Für die Razzia habe man sich entschieden, weil die Gefahr der Selbstbelastung des beschuldigten BVT-Chefs Peter Gridling bestanden habe. Auch verwies sie auf die Notwendigkeit, private Dokumente sicherzustellen, was im Rahmen der Amtshilfe schwierig gewesen wäre. Generell stellte sie sich hinter die leitende Staatsanwältin Ursula Schmudermayer.

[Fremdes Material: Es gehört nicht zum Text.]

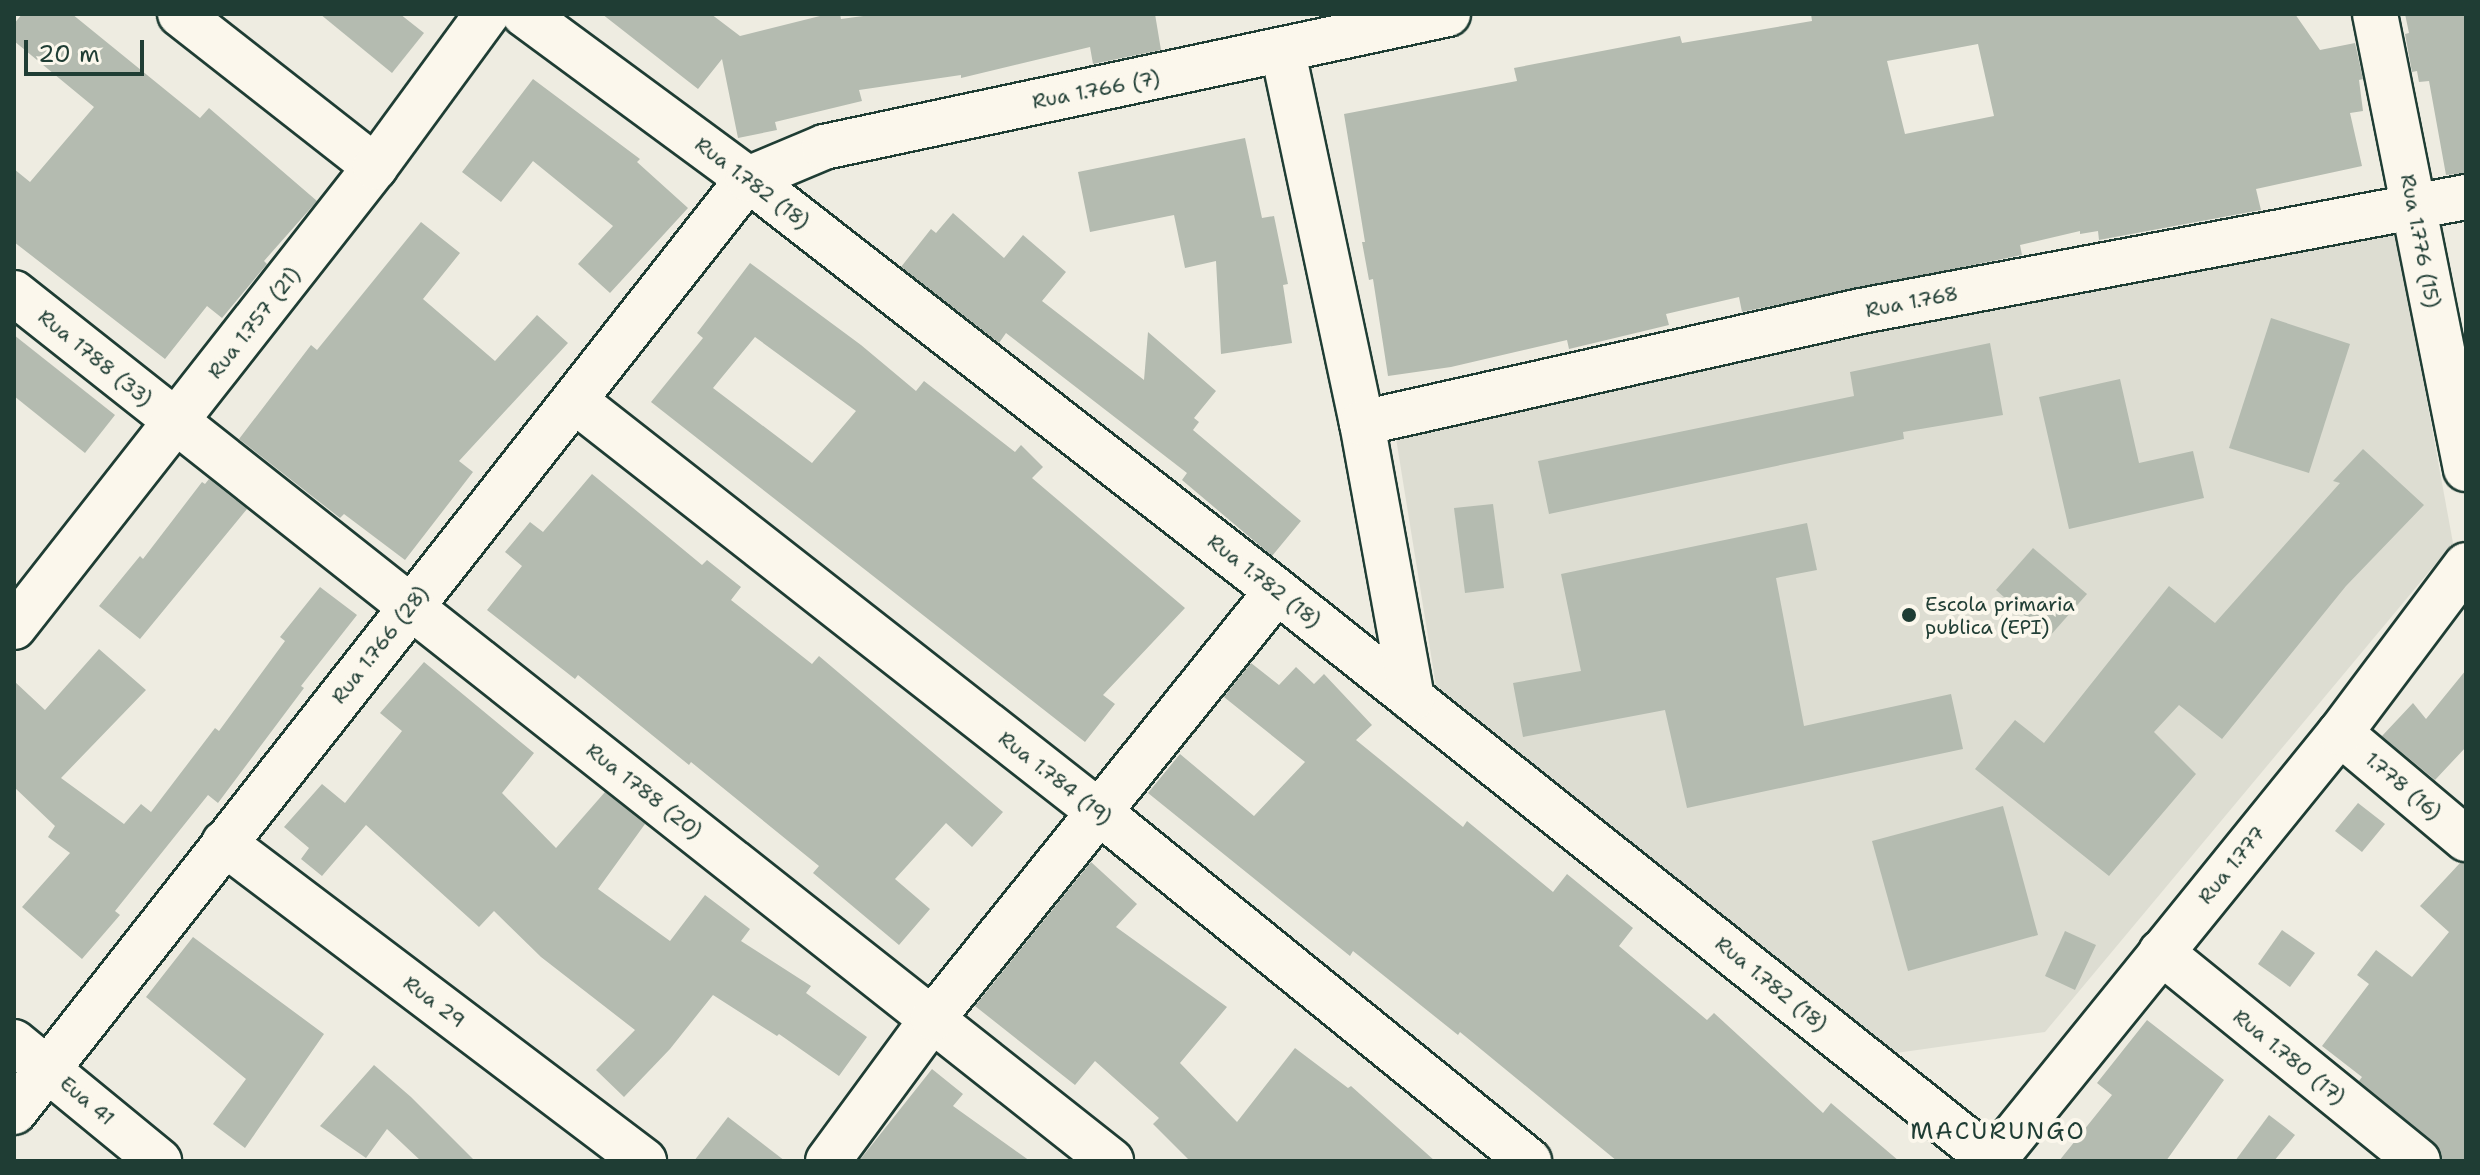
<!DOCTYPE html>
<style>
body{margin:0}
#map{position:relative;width:2480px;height:1175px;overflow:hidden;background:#eeece1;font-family:"Shantell Sans",sans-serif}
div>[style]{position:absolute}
.built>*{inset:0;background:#ddddd2}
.building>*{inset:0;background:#b4bbb0}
.roads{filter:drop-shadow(2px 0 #1f3d34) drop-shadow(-2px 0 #1f3d34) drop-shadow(0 2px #1f3d34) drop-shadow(0 -2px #1f3d34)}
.minor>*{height:44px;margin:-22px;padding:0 22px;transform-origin:22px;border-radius:22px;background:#fbf7ec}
.dots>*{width:22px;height:22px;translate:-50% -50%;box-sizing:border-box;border:4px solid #fbf7ec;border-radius:50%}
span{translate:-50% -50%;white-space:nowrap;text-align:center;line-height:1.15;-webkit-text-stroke:8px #fbf7ec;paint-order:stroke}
.street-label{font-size:20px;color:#1f3d34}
.poi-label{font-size:20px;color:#1f3d34}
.left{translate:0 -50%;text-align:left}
.quarter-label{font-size:24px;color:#1f3d34;letter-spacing:2px}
.frame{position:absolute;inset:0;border:16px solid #1f3d34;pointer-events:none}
.scale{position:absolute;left:24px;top:40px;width:120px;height:36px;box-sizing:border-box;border:4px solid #1f3d34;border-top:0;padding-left:10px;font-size:24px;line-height:28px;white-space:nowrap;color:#1f3d34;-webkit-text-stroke:6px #fbf7ec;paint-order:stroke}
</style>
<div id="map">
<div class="built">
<i style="clip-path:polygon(2394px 221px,2453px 543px,2045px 1032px,1896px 1053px,1436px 686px,1395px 432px)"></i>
</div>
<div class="building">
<i style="clip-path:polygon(22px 14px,72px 14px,200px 118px,209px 108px,317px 201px,264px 261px,267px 264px,222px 318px,207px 306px,165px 359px,14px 242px,14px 169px,30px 182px,94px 107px,14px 41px,14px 24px)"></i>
<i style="clip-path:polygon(320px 14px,400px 14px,424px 33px,392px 73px)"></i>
<i style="clip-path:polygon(602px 14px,711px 14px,740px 36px,828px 14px,840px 14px,841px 19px,878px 14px,1155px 14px,1161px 50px,1093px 64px,1090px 47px,961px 78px,961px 75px,859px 90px,862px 101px,775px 122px,777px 130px,738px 138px,722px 59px,698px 89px)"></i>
<i style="clip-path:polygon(evenodd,1811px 14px,2295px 14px,2320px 50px,2355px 43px,2363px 79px,2359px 80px,2363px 111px,2350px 113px,2362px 166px,2256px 189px,2261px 210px,2099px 240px,2098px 231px,2080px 234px,2080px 231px,2020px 245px,2022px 255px,1742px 312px,1739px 297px,1666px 314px,1669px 325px,1569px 349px,1567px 340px,1451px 367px,1388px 376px,1373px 279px,1369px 280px,1362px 242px,1365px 242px,1344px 114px,1517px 81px,1514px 68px,1680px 36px,1682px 43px,1812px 21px,1811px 14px,1978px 44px,1994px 116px,1905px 134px,1887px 61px,1978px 44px)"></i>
<i style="clip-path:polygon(2405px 14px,2466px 14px,2466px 173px,2446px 175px,2429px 81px,2419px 82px,2417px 71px,2412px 72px,2405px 34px,2409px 33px)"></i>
<i style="clip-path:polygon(533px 79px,640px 159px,637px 162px,688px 208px,610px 293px,578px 264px,613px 226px,533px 161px,501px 202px,462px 172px)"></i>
<i style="clip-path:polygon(1245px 138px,1262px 218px,1274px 216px,1288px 284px,1283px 285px,1292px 343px,1221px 354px,1216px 261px,1185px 268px,1174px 215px,1090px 232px,1078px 172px)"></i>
<i style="clip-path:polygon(953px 213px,1004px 258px,1023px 235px,1066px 272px,1042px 301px,1144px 380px,1148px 332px,1216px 391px,1194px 418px,1199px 422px,1193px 430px,1301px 521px,1272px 556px,1182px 480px,1187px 473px,1006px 333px,999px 343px,901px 267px,931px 229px,936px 233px)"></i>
<i style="clip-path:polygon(421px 222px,460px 253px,423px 299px,495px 361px,537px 315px,568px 343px,459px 461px,473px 472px,405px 560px,344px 514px,340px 518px,239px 439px,311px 345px,317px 350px)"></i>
<i style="clip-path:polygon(evenodd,750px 263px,861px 345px,916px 391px,924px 381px,1015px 452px,1021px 445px,1043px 467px,1032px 478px,1185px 608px,1103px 695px,1115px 704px,1085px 742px,651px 402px,703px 338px,697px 333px,750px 263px,755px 337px,856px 411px,812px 463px,713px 388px,755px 337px)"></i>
<i style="clip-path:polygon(2271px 318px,2350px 344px,2309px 473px,2229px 448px)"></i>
<i style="clip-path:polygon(14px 335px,115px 415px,85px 453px,14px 396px)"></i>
<i style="clip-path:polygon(1990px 343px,2003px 415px,1903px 432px,1904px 439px,1549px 514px,1538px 461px,1854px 396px,1850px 372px)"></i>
<i style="clip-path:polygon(2120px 379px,2139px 463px,2193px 451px,2204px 498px,2069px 529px,2039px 397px)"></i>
<i style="clip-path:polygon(2363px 449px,2424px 505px,2346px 586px,2222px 739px,2179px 705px,2154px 732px,2196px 774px,2109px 876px,1975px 769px,2015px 720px,2044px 743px,2169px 586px,2215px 623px,2340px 483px,2333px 481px)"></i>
<i style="clip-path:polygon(592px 474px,702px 565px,707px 560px,741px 587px,731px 600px,812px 664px,819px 656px,1003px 812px,972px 847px,946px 823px,895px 879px,930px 909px,899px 945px,813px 873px,819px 866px,691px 762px,689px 765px,578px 675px,575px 679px,487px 610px,522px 566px,505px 552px,530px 522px,543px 532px)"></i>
<i style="clip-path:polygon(209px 479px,247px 509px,140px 639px,99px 606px,140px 556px,143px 559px,202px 482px,205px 484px)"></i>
<i style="clip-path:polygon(1493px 504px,1504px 588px,1465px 593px,1454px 508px)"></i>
<i style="clip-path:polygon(1807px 523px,1817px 570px,1776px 578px,1804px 726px,1951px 694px,1963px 749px,1687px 808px,1665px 710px,1523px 737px,1513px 683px,1581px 671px,1561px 574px)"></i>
<i style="clip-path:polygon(2033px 548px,2087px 594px,2049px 637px,1996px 590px)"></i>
<i style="clip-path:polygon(320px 587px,357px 615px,301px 686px,304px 688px,218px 803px,208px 795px,115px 911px,120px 915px,82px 959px,22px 907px,70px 853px,48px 837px,55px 826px,14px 787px,14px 681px,45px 710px,99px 649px,146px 690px,61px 778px,124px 824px,141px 804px,151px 812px,215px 728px,219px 731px,285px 641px,280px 637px)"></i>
<i style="clip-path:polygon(424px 662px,534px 753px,502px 793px,556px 848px,605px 792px,645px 824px,598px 889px,670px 941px,705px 895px,750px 929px,741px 941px,811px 986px,806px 993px,867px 1037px,839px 1076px,779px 1034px,777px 1036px,713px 995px,670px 1049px,624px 1097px,596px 1070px,635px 1030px,541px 957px,494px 911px,479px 927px,366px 825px,322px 876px,301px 859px,309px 848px,284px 827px,322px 784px,345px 803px,402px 731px,380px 713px)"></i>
<i style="clip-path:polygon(1251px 663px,1279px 685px,1296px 667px,1314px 684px,1324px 674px,1372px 725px,1356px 740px,1463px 827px,1467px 821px,1553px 892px,1567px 874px,1633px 928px,1619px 946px,1707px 1020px,1714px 1013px,1823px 1113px,1831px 1103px,1899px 1161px,1617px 1161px,1460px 1032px,1458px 1035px,1353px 951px,1350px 956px,1148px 793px,1180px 754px,1254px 816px,1305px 762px,1224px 697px)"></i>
<i style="clip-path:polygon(2466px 670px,2466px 747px,2435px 780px,2382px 736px,2413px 703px,2426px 719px)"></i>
<i style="clip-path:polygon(2358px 803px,2385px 824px,2362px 852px,2335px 831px)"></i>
<i style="clip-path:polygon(2003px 806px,2038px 935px,1908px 971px,1872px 841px)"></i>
<i style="clip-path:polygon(1091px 862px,1137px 904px,1116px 927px,1227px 1007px,1180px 1063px,1237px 1122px,1295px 1048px,1348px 1088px,1351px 1086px,1435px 1161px,1190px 1161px,1153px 1124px,1159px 1118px,1095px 1061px,1075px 1085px,975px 1006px)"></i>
<i style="clip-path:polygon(2460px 863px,2466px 863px,2466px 1161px,2442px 1161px,2434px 1142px,2359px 1081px,2362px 1077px,2322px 1046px,2369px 984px,2357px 975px,2376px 950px,2412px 977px,2449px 932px,2420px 906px)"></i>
<i style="clip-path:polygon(2282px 930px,2315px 953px,2290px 987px,2258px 964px)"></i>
<i style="clip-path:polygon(2065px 931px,2096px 945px,2075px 990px,2045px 976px)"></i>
<i style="clip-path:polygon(193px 937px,324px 1034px,245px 1148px,213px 1124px,246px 1079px,146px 997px)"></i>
<i style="clip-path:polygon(2147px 1020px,2224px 1080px,2166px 1161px,2059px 1161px,2112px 1095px,2097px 1083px)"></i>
<i style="clip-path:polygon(374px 1065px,411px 1097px,475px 1161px,421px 1161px,387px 1129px,366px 1158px,320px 1126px)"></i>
<i style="clip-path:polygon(932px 1069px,963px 1094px,953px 1106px,1030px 1161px,859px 1161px)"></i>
<i style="clip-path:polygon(2269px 1115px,2295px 1135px,2274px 1161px,2235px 1161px)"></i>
<i style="clip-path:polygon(728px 1117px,785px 1161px,694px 1161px)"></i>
</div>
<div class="roads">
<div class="minor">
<i style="left:180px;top:14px;width:248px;rotate:38.1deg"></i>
<i style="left:524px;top:14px;width:278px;rotate:36.4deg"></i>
<i style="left:748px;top:179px;width:671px;rotate:37.91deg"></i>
<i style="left:1277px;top:591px;width:915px;rotate:38.52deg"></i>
<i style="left:2375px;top:14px;width:464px;rotate:78.7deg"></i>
<i style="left:1283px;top:52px;width:379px;rotate:78deg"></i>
<i style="left:1362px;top:423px;width:280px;rotate:79.7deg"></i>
<i style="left:14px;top:293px;width:1399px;rotate:38.35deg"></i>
<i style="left:575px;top:401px;width:666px;rotate:38.11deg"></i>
<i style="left:1099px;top:812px;width:554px;rotate:39.06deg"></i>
<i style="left:1362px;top:423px;width:511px;rotate:-12.65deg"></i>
<i style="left:1861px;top:311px;width:616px;rotate:-10.67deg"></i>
<i style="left:14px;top:627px;width:585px;rotate:-51.88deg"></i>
<i style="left:375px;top:167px;width:190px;rotate:-53.8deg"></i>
<i style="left:2340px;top:733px;width:165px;rotate:40.1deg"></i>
<i style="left:224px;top:843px;width:527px;rotate:37.13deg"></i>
<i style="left:2161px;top:952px;width:331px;rotate:39.1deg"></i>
<i style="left:14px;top:1042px;width:188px;rotate:39.4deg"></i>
<i style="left:14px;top:1112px;width:1187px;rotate:-51.81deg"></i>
<i style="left:748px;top:179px;width:82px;rotate:-22.8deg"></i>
<i style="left:824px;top:147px;width:638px;rotate:-12.03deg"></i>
<i style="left:828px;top:1161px;width:177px;rotate:-53.7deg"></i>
<i style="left:933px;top:1018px;width:548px;rotate:-51.14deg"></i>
<i style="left:1993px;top:1161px;width:551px;rotate:-50.97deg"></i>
<i style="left:2340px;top:733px;width:210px;rotate:-53.1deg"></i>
</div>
</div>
<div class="dots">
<i style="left:1909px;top:615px;background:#1f3d34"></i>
</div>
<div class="street-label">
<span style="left:1096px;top:90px;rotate:-11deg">Rua 1.766 (7)</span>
<span style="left:752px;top:183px;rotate:37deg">Rua 1.782 (18)</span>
<span style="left:2420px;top:241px;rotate:79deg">Rua 1.776 (15)</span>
<span style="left:1912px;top:302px;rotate:-11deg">Rua 1.768</span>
<span style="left:254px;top:323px;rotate:-52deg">Rua 1.757 (21)</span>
<span style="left:95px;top:358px;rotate:39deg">Rua 1788 (33)</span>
<span style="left:1264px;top:581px;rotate:38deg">Rua 1.782 (18)</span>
<span style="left:380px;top:645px;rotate:-52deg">Rua 1.766 (28)</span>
<span style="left:1055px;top:778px;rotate:38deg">Rua 1.784 (19)</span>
<span style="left:2403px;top:786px;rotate:40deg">1.778 (16)</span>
<span style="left:644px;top:791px;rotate:38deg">Rua 1788 (20)</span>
<span style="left:2232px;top:865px;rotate:-51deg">Rua 1.777</span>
<span style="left:1771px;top:984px;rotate:39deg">Rua 1.782 (18)</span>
<span style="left:434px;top:1002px;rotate:37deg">Rua 29</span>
<span style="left:2289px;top:1057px;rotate:39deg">Rua 1.780 (17)</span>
<span style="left:87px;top:1101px;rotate:40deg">Eua 41</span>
</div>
<div class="poi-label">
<span class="left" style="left:1925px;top:616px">Escola primaria<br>publica (EPI)</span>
</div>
<div class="quarter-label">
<span style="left:1998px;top:1132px">MACURUNGO</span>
</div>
<div class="frame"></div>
<div class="scale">20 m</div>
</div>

Doch gestand sie ein, vieles für ungewöhnlich zu halten – etwa dass Kabinette Zeugen zur Verfügung stellen.

Schilderungen des Zeugen glaubhaft

Auch der Verdacht auf „Fernlöschung“ von Daten, Grund für die Dringlichkeit der Hausdurchsuchung, war im Zuge der Befragungen mehrfach Thema: „Diese Fernlöschung muss man auch entmystifizieren“, sagte Vrabl-Sanda – sie müsse sich auf die „IT-Experten in der WKStA verlassen“. Und diese hätten die Schilderungen des Zeugen als glaubhaft bezeichnet.

Zudem rätselhaft bleibt, wieso Innenminister Herbert Kickl (FPÖ) in einer schriftlichen Anfragebeantwortung behauptete, dass die Staatsanwaltschaft vorzeitig darüber informiert war, dass die Zeugen schon vor ihrer Einvernahme vom Ministerkabinett befragt wurden. Vrabl-Sanda bestritt das wie bisher sämtliche Auskunftspersonen aus ihrer Staatsanwaltschaft.